Say how many lines in the entries below mention "Solitude", with no other words.

Saved data entries:

╔══

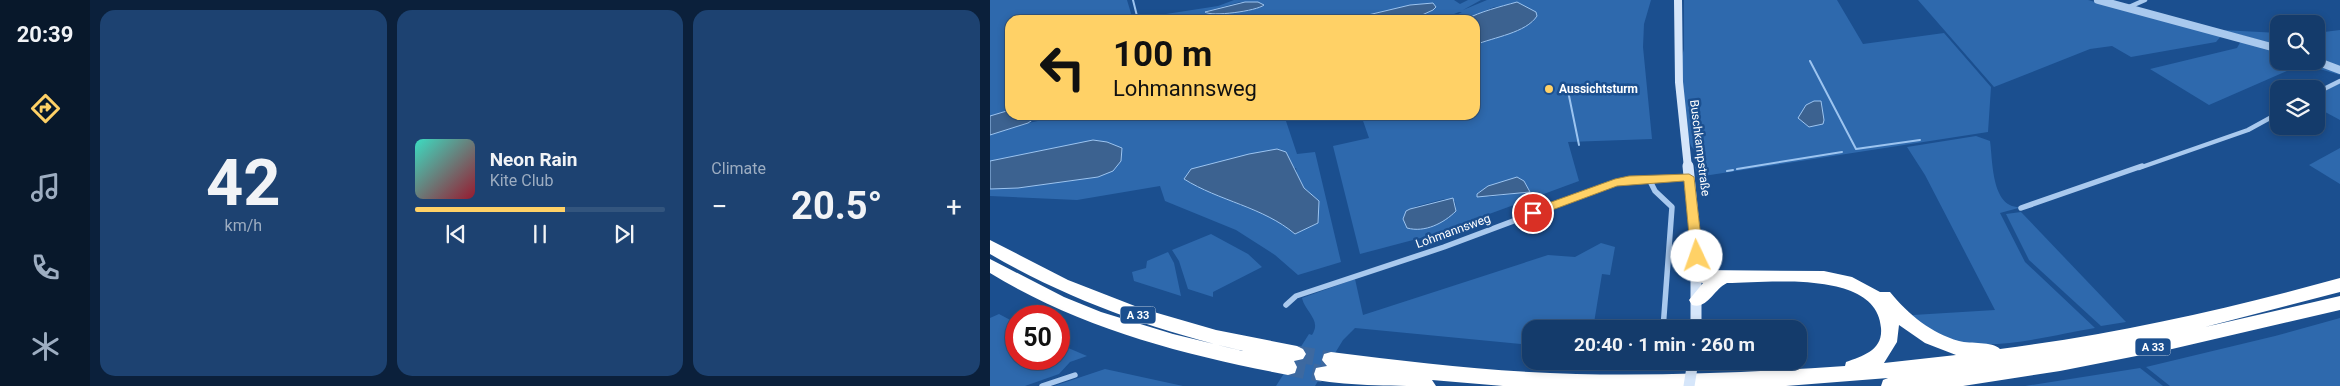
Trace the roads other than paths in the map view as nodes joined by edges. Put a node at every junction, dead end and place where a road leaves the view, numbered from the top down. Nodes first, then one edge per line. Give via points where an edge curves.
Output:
1 (1678, 0) edge
2 (2098, 0) edge
3 (2145, 0) edge
4 (2130, 7) junction
5 (2270, 46) edge
6 (2325, 64) edge
7 (2340, 70) edge
8 (2340, 80) edge
9 (2325, 88) edge
10 (2270, 118) edge
11 (1689, 177) junction
12 (1649, 179) junction
13 (2021, 208) dead end
14 (990, 246) edge
15 (990, 265) edge
16 (1698, 271) junction
17 (1728, 276) junction
18 (2340, 285) edge
19 (1698, 300) junction
20 (2340, 303) edge
21 (1286, 305) dead end
22 (1664, 320) edge
23 (1697, 320) edge
24 (2032, 355) junction
25 (1692, 370) edge
26 (1076, 375) dead end
27 (1963, 379) junction
28 (1747, 382) junction
29 (1042, 386) edge
30 (1428, 386) edge
31 (1689, 386) edge
32 (1890, 386) edge
33 (1940, 386) edge

1 - 11 main road, Buschkampstraße via 1676,68
2 - 4 street
3 - 4 street
4 - 5 street
6 - 7 street
8 - 9 street
10 - 13 street via 2248,130
11 - 12 street, Lohmannsweg
11 - 16 main road, Buschkampstraße
12 - 21 street, Lohmannsweg via 1615,183 1444,247 1296,296
12 - 22 street via 1654,192 1672,208
14 - 15 highway, A 33 via 1061,286 1112,306 1185,331 1292,361 1244,360 1172,342 1097,317 1031,288
16 - 17 highway
16 - 19 main road, Buschkampstraße
16 - 24 highway via 1820,268 1842,271 1871,284 1905,321 1940,343 1982,353
17 - 19 highway via 1713,282
17 - 28 highway via 1824,277 1848,281 1877,300 1890,327 1890,336 1882,353 1864,366 1774,374
18 - 24 highway, A 33 via 2221,317
19 - 23 main road, Buschkampstraße
20 - 27 highway, A 33 via 2137,350
24 - 28 highway, A 33 via 1904,370
25 - 31 main road, bridge
26 - 29 street
27 - 32 highway, A 33
27 - 33 highway
28 - 30 highway, A 33 via 1573,382 1327,367

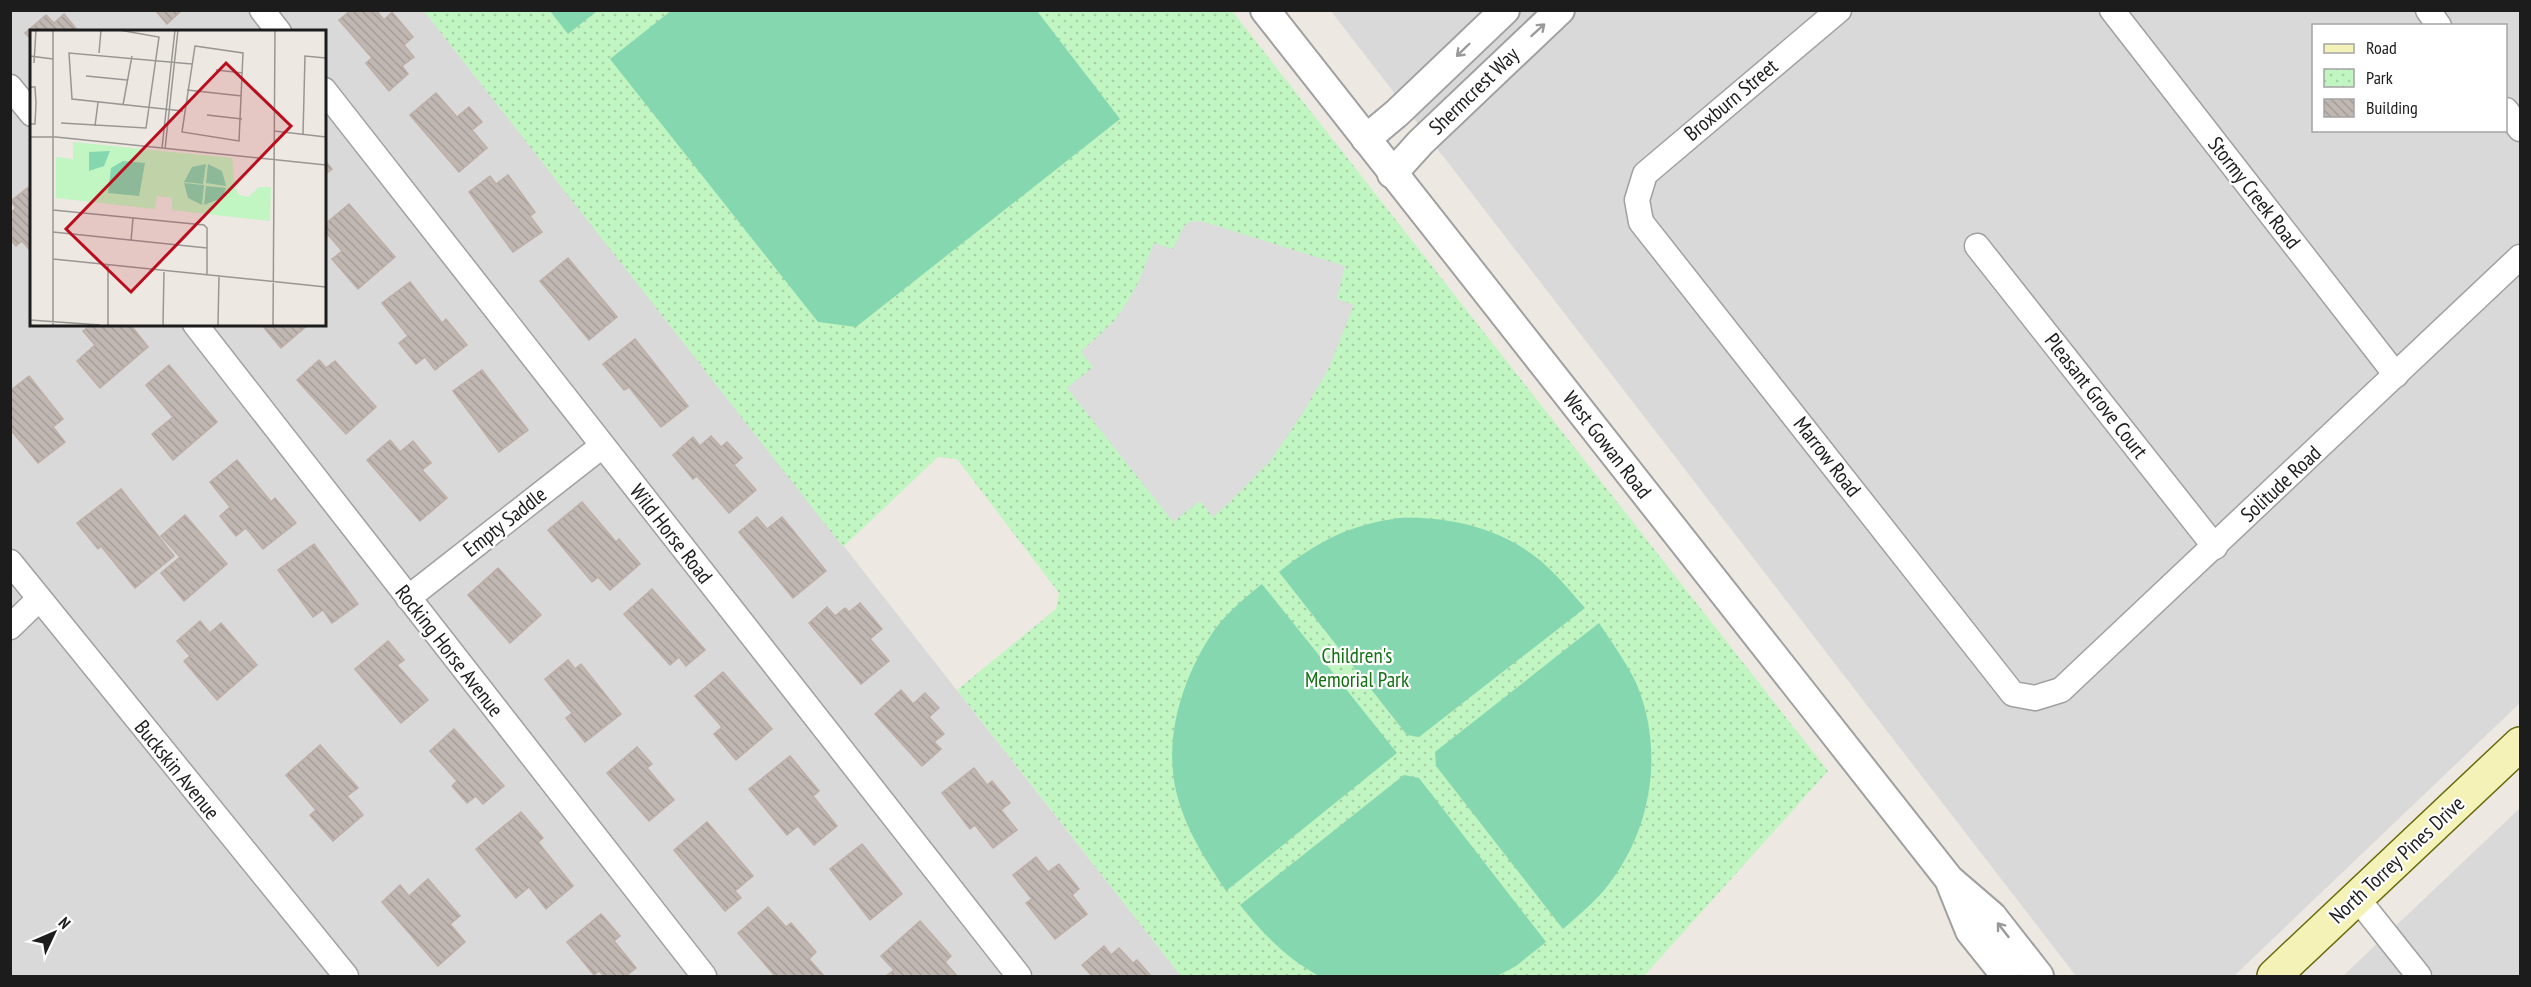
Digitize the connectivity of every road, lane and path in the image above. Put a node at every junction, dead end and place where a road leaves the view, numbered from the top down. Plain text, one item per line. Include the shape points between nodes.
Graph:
1 (262, 10) edge
2 (1265, 10) edge
3 (1506, 10) edge
4 (1560, 10) edge
5 (2112, 10) edge
6 (2428, 10) edge
7 (1824, 15) edge
8 (2438, 24) edge
9 (277, 30) edge
10 (10, 87) edge
11 (326, 93) edge
12 (30, 112) edge
13 (2507, 113) edge
14 (2520, 129) edge
15 (1366, 139) junction
16 (1392, 174) junction
17 (1637, 200) joint
18 (1977, 246) dead end
19 (2520, 257) edge
20 (197, 326) edge
21 (2397, 375) junction
22 (602, 446) junction
23 (2214, 547) junction
24 (10, 562) edge
25 (408, 598) junction
26 (39, 599) junction
27 (10, 627) edge
28 (2035, 698) joint
29 (2520, 744) edge
30 (1949, 879) junction
31 (2357, 898) junction
32 (346, 976) edge
33 (704, 976) edge
34 (1019, 976) edge
35 (2006, 976) edge
36 (2039, 976) edge
37 (2274, 976) edge
38 (2419, 976) edge

1 - 9 street
2 - 15 street, West Gowan Road
3 -> 15 street, Shermcrest Way
16 -> 4 street, Shermcrest Way
5 - 21 street, Stormy Creek Road
6 - 8 street
7 - 17 street, Broxburn Street via 1645,174
10 - 12 street
11 - 22 street, Wild Horse Road
13 - 14 street
15 - 16 street, West Gowan Road
16 - 30 street, West Gowan Road
17 - 28 street, Marrow Road via 1641,222 2013,694
18 - 23 street, Pleasant Grove Court
19 - 21 street, Solitude Road
20 - 25 street, Rocking Horse Avenue
21 - 23 street, Solitude Road
22 - 25 street, Empty Saddle
22 - 34 street, Wild Horse Road
23 - 28 street, Solitude Road via 2061,690
24 - 26 street, Buckskin Avenue
25 - 33 street, Rocking Horse Avenue
26 - 27 street
26 - 32 street, Buckskin Avenue
29 - 31 main road, North Torrey Pines Drive
30 - 35 street, West Gowan Road via 1970,931
36 -> 30 street, West Gowan Road via 1992,916
31 - 37 main road, North Torrey Pines Drive
31 - 38 street

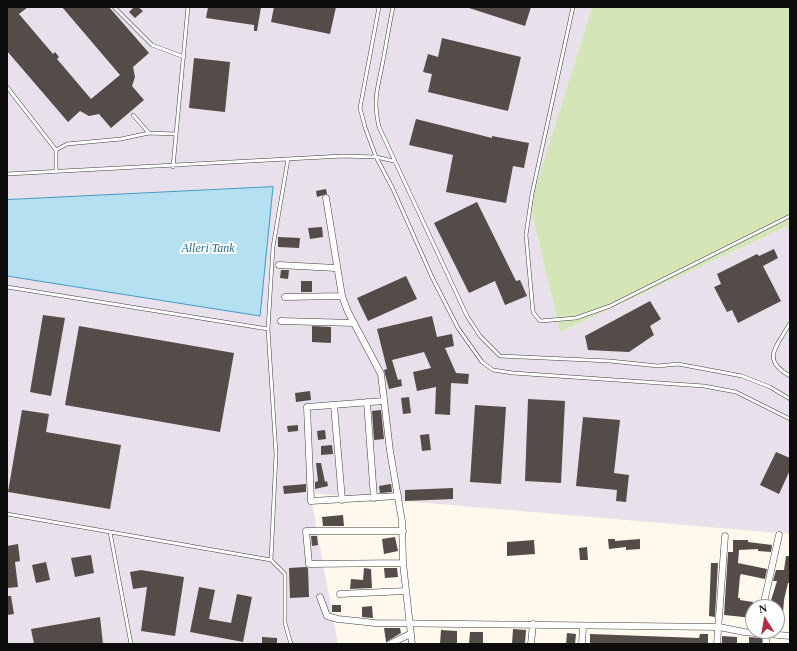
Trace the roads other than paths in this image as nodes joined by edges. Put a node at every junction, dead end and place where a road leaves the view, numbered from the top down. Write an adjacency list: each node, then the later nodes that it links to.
1 (114, 7): 6 (lane)
2 (188, 7): 6 (lane)
3 (379, 7): 12 (lane)
4 (393, 7): 14 (lane)
5 (573, 7): 19 (lane)
6 (184, 57): 10 (lane)
7 (7, 87): 11 (lane)
8 (133, 115): 9 (lane)
9 (149, 133): 10 (lane); 11 (lane)
10 (176, 134): 15 (lane)
11 (56, 150): 16 (lane)
12 (376, 157): 13 (lane); 14 (lane); 34 (lane)
13 (288, 159): 15 (lane); 28 (lane)
14 (394, 161): 30 (lane)
15 (173, 166): 16 (lane)
16 (56, 172): 17 (lane)
17 (7, 174)
18 (326, 198): 21 (street)
19 (790, 216)
20 (279, 266): 21 (street)
21 (336, 268): 23 (street)
22 (7, 287): 28 (lane)
23 (342, 296): 24 (street); 26 (street)
24 (286, 297)
25 (281, 321): 26 (street)
26 (354, 323): 31 (street)
27 (790, 323): 29 (lane)
28 (268, 328): 43 (lane)
29 (790, 376)
30 (790, 399)
31 (384, 401): 32 (street); 35 (street)
32 (367, 402): 33 (street); 36 (street)
33 (334, 405): 37 (street); 37 (street)
34 (790, 419)
35 (398, 496): 36 (street); 39 (street)
36 (374, 498): 37 (street)
37 (342, 500)
38 (7, 514): 40 (lane)
39 (402, 531): 44 (street); 44 (street)
40 (110, 532): 43 (lane); 55 (lane)
41 (779, 535): 48 (street)
42 (725, 536): 52 (street)
43 (271, 560): 56 (lane)
44 (403, 563): 45 (street)
45 (406, 591): 46 (street); 49 (street)
46 (340, 594)
47 (320, 597): 49 (street)
48 (765, 599)
49 (409, 623): 50 (street); 54 (street)
50 (533, 624): 51 (street); 59 (street)
51 (583, 627): 52 (street); 60 (street)
52 (720, 627): 53 (street); 61 (street)
53 (745, 630)
54 (410, 634): 57 (street); 58 (street)
55 (131, 644)
56 (291, 644)
57 (390, 644)
58 (412, 644)
59 (531, 644)
60 (582, 644)
61 (717, 644)

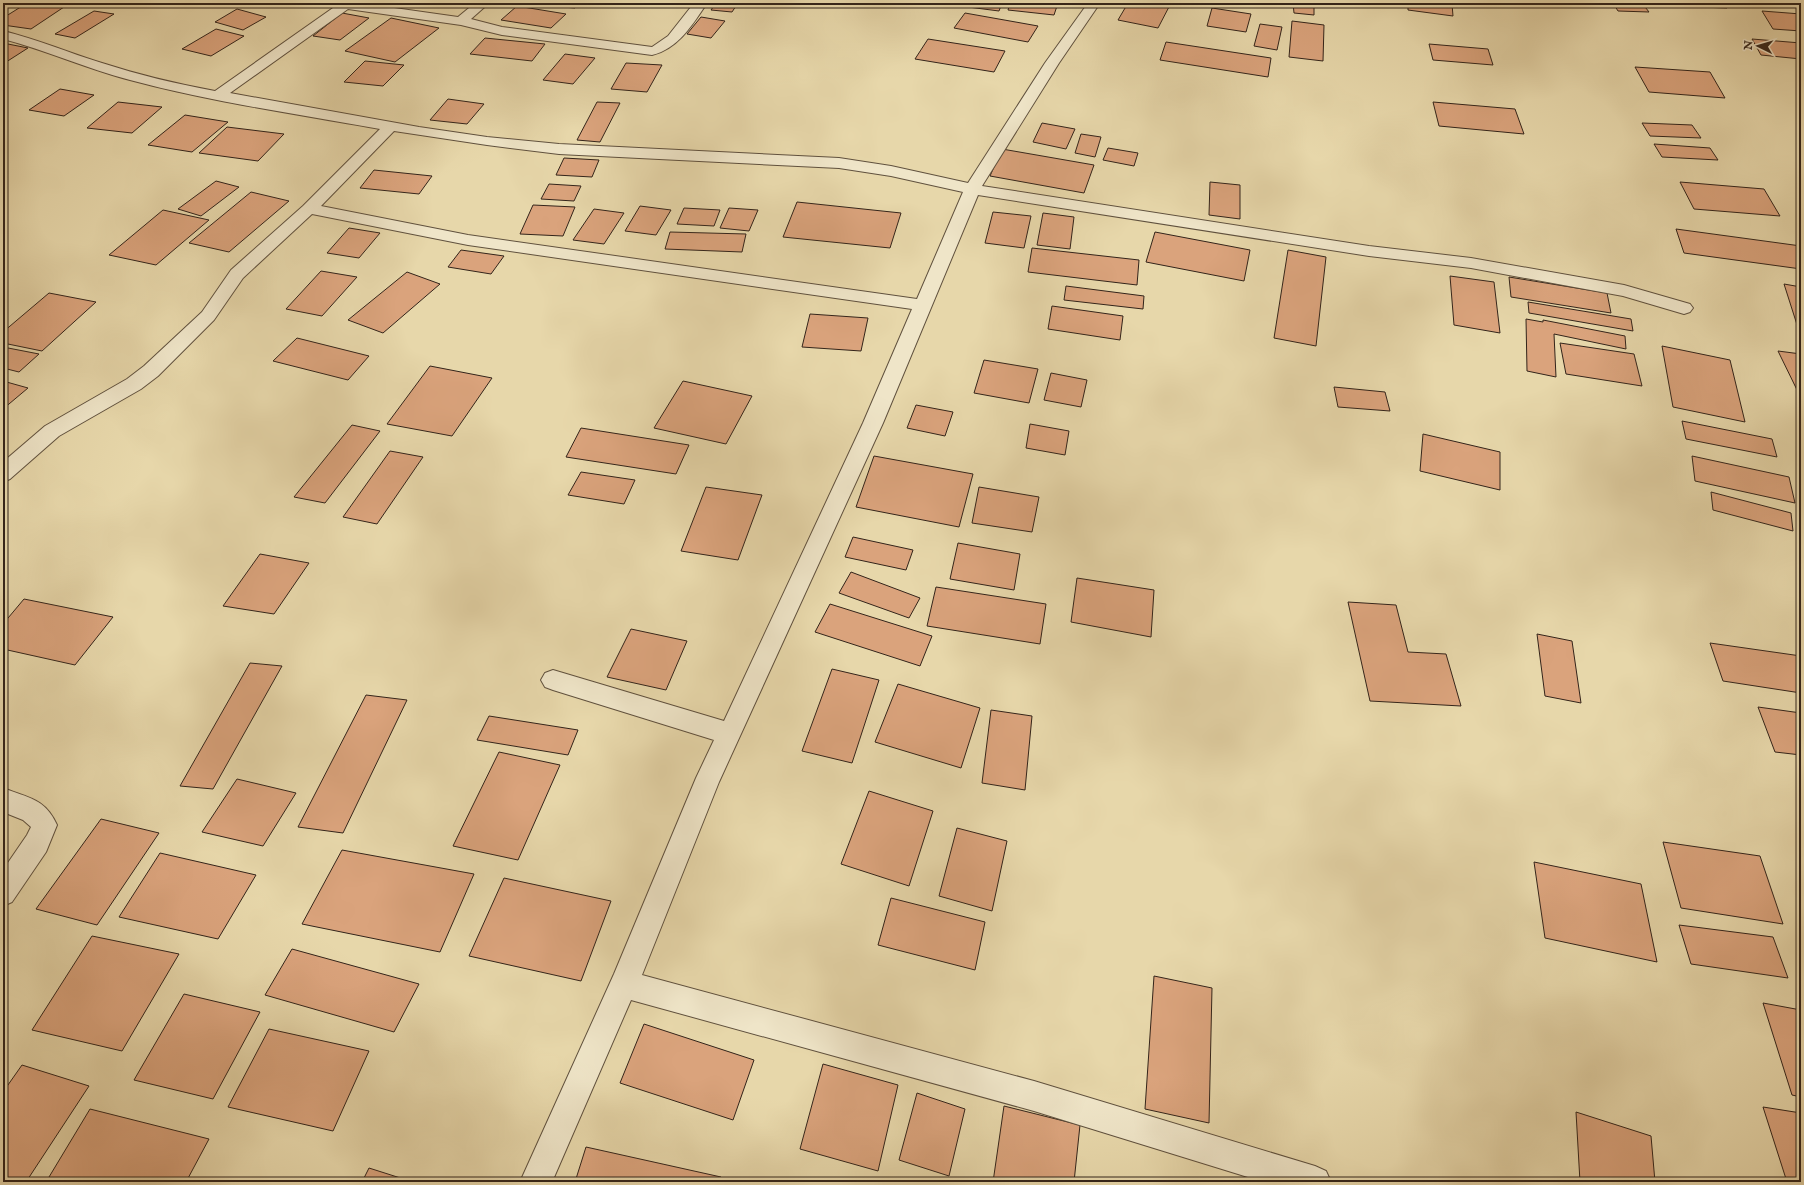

╚══

**TASK RESPONSE**
3